**Records for this exercise:**

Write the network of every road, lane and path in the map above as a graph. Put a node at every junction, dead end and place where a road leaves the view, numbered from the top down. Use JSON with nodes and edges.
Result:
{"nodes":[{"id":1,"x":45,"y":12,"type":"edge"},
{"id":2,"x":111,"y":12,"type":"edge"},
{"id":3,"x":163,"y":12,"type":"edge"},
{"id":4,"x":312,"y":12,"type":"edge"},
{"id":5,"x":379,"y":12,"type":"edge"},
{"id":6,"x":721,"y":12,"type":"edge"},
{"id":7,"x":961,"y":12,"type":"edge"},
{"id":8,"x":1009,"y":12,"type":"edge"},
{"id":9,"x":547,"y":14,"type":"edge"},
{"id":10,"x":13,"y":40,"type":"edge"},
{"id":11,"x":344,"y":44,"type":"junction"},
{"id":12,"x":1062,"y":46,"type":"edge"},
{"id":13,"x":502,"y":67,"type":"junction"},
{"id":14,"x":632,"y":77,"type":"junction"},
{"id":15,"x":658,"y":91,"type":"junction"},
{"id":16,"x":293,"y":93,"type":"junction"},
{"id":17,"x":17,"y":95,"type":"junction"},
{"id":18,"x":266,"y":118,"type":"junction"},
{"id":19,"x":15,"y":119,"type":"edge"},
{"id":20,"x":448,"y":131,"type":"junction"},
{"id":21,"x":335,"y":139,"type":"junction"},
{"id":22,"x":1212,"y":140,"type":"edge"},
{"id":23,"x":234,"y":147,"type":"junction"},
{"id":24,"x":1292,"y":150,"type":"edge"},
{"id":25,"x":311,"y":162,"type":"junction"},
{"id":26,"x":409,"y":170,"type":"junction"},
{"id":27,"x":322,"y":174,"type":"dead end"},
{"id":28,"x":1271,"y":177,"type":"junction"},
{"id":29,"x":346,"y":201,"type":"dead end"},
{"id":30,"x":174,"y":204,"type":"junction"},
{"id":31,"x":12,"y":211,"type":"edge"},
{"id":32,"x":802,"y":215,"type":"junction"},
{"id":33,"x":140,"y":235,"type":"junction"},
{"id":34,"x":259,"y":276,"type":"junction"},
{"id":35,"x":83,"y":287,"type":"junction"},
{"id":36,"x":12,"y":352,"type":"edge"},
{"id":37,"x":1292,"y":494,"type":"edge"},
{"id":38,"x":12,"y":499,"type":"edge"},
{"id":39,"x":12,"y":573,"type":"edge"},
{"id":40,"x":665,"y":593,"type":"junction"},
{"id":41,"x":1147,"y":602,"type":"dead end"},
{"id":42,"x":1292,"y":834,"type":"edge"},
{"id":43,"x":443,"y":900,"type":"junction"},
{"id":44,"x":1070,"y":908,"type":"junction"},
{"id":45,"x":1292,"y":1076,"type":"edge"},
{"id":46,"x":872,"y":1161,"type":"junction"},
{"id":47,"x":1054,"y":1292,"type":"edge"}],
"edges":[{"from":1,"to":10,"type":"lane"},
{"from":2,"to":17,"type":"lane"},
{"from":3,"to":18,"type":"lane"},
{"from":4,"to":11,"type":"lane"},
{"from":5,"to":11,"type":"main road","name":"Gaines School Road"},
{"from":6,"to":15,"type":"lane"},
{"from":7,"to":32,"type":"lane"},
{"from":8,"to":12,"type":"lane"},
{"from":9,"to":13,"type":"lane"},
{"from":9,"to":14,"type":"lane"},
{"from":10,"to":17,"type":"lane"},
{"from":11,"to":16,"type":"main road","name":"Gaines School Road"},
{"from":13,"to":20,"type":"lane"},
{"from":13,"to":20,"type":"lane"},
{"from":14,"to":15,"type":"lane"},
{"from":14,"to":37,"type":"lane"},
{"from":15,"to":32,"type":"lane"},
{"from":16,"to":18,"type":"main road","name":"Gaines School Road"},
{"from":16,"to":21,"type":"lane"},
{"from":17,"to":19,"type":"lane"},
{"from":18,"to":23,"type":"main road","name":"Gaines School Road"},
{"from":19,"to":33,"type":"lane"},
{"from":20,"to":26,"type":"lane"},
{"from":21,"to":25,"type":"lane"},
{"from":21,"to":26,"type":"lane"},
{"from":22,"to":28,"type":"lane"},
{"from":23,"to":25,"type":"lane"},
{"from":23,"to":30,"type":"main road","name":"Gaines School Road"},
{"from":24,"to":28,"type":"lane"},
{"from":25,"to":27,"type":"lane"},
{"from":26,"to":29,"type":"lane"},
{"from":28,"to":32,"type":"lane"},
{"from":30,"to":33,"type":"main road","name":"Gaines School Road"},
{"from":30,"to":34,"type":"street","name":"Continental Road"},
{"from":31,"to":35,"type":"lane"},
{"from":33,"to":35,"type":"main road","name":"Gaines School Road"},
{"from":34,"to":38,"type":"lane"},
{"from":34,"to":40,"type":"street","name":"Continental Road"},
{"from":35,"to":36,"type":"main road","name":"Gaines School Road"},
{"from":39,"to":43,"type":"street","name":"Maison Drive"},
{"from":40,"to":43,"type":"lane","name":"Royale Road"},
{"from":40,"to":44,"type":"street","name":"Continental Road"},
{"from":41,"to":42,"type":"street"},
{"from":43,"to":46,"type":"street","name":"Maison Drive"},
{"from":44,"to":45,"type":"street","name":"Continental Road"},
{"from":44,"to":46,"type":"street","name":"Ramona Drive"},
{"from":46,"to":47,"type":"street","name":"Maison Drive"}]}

**Aim of the task:** Count up the lines in the records that contain the word "nodes" and reply with that figure only.

**Response area:** 2